*** SOURCE MATERIAL ***
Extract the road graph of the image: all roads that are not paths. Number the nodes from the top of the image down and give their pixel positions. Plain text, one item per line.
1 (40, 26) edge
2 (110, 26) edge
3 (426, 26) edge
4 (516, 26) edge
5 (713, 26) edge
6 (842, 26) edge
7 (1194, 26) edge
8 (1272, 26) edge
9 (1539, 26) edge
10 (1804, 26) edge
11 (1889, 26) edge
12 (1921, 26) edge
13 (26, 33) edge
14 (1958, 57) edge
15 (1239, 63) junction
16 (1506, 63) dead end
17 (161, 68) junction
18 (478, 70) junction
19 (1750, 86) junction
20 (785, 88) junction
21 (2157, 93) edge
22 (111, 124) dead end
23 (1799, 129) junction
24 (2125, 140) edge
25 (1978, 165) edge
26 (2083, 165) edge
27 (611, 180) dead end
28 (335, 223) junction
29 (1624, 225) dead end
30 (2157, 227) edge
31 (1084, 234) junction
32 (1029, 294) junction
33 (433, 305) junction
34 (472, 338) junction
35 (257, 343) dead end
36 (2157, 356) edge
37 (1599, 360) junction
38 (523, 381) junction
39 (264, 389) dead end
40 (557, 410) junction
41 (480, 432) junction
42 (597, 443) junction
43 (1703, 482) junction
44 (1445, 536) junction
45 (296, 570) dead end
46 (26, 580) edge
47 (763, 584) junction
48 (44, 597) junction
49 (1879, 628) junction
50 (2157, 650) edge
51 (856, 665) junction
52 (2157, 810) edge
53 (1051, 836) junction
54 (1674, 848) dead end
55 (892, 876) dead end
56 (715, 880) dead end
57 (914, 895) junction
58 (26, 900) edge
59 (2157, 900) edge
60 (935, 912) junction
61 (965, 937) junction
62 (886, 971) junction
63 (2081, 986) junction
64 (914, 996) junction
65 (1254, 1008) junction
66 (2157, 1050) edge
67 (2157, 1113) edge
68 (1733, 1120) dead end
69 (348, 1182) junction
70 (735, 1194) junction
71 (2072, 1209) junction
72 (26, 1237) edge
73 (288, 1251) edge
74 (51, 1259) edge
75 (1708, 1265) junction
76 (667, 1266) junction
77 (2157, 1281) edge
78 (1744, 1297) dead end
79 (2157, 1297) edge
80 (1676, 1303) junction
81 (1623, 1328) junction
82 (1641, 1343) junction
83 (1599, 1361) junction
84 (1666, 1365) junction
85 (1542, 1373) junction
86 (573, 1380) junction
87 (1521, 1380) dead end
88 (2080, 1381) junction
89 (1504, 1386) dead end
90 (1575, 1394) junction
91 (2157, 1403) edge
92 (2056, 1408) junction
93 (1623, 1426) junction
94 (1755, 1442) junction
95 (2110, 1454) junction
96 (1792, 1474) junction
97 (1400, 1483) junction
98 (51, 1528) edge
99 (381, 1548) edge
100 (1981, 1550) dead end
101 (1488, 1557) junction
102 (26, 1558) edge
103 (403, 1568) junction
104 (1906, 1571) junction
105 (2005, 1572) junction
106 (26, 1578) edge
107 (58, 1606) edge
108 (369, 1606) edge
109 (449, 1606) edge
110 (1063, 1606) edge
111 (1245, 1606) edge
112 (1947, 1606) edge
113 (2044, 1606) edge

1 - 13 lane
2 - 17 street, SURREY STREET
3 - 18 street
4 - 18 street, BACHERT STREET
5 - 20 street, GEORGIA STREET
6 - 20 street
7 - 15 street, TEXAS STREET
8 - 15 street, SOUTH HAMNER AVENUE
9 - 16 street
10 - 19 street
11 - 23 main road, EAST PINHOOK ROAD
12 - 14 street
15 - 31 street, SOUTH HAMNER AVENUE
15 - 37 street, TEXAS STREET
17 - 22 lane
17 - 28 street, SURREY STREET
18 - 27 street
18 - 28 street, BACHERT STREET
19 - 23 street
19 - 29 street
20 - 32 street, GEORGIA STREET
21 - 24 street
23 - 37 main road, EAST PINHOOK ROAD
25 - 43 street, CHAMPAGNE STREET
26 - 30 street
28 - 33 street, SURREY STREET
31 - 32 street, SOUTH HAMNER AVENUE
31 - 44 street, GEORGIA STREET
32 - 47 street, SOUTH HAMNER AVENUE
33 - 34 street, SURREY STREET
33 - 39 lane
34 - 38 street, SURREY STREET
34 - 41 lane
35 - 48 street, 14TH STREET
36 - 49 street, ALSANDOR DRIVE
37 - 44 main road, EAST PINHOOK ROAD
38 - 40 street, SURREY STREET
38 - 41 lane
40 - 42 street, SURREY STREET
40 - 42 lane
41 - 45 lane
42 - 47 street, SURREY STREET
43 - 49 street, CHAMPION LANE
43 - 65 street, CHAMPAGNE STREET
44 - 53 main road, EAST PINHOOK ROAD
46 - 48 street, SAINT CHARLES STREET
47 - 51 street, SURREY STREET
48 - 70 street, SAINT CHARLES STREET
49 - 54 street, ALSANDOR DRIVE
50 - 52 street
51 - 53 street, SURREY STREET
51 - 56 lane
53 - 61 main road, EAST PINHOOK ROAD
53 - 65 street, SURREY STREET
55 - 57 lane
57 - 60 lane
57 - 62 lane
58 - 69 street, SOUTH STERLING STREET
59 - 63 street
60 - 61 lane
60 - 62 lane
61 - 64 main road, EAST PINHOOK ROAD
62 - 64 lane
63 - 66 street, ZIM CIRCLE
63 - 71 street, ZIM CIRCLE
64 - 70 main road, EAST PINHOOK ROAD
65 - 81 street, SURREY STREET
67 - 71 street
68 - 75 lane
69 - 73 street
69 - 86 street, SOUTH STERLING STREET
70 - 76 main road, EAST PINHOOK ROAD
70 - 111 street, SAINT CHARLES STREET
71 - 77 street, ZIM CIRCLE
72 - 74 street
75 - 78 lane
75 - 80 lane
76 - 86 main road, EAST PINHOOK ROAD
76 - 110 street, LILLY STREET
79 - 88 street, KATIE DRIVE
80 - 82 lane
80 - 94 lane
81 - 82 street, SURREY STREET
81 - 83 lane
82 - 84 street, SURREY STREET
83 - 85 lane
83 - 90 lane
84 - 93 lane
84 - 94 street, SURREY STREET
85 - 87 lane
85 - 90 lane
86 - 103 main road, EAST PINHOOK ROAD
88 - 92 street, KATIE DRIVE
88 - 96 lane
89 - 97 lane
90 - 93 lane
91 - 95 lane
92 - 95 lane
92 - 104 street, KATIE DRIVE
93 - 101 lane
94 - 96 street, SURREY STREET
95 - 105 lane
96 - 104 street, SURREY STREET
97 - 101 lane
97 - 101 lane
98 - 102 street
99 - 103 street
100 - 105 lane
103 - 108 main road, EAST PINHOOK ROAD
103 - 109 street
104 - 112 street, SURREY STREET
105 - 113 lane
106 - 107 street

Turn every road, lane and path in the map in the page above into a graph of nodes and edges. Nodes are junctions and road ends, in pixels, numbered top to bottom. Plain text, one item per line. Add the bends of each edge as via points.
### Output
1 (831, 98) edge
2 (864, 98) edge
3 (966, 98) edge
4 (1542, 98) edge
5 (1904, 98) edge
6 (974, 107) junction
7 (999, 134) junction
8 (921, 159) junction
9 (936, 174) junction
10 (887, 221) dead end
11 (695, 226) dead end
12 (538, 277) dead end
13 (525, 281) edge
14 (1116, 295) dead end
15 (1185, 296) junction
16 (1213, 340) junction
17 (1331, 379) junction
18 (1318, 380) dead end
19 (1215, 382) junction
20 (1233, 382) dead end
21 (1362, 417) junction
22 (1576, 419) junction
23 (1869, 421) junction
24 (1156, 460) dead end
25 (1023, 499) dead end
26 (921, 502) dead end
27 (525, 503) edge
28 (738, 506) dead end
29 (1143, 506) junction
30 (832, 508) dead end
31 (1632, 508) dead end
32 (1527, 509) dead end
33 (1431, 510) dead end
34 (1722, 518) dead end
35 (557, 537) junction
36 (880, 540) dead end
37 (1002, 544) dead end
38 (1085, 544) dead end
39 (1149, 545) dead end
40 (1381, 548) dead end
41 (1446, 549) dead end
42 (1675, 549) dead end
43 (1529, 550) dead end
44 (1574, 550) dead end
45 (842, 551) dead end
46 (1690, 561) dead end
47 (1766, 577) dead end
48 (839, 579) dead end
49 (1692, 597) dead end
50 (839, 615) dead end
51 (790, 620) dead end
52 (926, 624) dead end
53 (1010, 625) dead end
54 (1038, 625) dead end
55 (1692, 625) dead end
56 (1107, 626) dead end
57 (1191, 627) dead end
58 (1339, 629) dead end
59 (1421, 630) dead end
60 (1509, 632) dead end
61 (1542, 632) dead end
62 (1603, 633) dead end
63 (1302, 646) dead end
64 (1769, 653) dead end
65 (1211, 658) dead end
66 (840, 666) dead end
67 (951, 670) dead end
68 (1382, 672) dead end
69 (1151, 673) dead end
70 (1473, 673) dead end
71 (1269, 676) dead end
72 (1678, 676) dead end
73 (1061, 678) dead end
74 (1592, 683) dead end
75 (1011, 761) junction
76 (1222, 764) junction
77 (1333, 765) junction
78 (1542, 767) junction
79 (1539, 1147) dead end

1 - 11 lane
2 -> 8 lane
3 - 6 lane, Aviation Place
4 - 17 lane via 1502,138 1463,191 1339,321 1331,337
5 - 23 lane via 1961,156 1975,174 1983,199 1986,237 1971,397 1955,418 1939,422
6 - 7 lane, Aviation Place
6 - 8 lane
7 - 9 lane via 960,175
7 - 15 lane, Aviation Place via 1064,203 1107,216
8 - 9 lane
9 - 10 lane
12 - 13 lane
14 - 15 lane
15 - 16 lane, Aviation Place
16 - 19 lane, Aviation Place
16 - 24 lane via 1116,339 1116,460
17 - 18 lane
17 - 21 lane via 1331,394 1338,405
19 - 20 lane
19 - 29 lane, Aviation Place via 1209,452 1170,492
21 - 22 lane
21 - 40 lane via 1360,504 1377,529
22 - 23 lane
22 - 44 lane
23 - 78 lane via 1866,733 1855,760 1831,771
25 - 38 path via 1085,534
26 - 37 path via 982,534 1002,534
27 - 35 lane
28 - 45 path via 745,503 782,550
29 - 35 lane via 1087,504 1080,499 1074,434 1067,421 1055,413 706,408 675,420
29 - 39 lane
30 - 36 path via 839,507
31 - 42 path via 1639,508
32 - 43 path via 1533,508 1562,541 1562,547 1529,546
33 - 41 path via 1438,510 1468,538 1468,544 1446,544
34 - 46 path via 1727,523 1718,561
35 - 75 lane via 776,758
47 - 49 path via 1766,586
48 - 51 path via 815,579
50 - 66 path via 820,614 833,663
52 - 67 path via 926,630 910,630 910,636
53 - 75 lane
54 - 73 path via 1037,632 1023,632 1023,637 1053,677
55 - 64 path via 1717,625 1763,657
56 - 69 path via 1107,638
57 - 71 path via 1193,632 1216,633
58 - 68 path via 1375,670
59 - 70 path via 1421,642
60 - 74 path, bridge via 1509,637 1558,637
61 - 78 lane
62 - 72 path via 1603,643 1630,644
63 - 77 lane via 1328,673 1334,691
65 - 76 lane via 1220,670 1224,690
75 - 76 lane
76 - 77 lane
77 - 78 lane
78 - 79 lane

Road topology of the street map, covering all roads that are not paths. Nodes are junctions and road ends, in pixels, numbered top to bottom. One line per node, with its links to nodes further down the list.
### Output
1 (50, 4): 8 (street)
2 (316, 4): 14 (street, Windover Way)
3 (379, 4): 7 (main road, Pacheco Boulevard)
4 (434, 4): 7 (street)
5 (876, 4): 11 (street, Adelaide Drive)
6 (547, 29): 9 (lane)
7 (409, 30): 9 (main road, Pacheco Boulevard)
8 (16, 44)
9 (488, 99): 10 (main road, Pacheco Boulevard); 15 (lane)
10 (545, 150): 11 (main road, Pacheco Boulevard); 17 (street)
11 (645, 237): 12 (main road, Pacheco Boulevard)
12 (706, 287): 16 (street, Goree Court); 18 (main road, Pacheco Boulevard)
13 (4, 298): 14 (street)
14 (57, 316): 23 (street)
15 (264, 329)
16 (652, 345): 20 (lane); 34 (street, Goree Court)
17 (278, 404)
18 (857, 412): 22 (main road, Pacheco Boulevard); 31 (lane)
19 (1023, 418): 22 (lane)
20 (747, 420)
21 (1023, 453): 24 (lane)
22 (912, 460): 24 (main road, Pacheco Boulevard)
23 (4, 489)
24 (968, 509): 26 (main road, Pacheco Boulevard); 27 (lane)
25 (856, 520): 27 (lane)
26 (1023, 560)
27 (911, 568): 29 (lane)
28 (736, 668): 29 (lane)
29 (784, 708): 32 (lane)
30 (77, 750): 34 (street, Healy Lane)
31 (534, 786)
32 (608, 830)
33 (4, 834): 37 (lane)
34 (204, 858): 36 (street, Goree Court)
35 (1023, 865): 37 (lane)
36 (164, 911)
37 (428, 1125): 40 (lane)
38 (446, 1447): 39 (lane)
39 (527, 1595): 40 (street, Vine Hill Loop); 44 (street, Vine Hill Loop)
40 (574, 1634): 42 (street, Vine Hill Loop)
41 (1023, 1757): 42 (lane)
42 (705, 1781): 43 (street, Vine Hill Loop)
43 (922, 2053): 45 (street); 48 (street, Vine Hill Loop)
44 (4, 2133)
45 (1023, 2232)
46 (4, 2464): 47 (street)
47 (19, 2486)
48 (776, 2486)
*** End of SOURCE MATERIAL ***
**THE TASK:** When a line of the records includes "EAST", that line belongs in the answer.

**YOUR RESPONSE:**
11 - 23 main road, EAST PINHOOK ROAD
23 - 37 main road, EAST PINHOOK ROAD
37 - 44 main road, EAST PINHOOK ROAD
44 - 53 main road, EAST PINHOOK ROAD
53 - 61 main road, EAST PINHOOK ROAD
61 - 64 main road, EAST PINHOOK ROAD
64 - 70 main road, EAST PINHOOK ROAD
70 - 76 main road, EAST PINHOOK ROAD
76 - 86 main road, EAST PINHOOK ROAD
86 - 103 main road, EAST PINHOOK ROAD
103 - 108 main road, EAST PINHOOK ROAD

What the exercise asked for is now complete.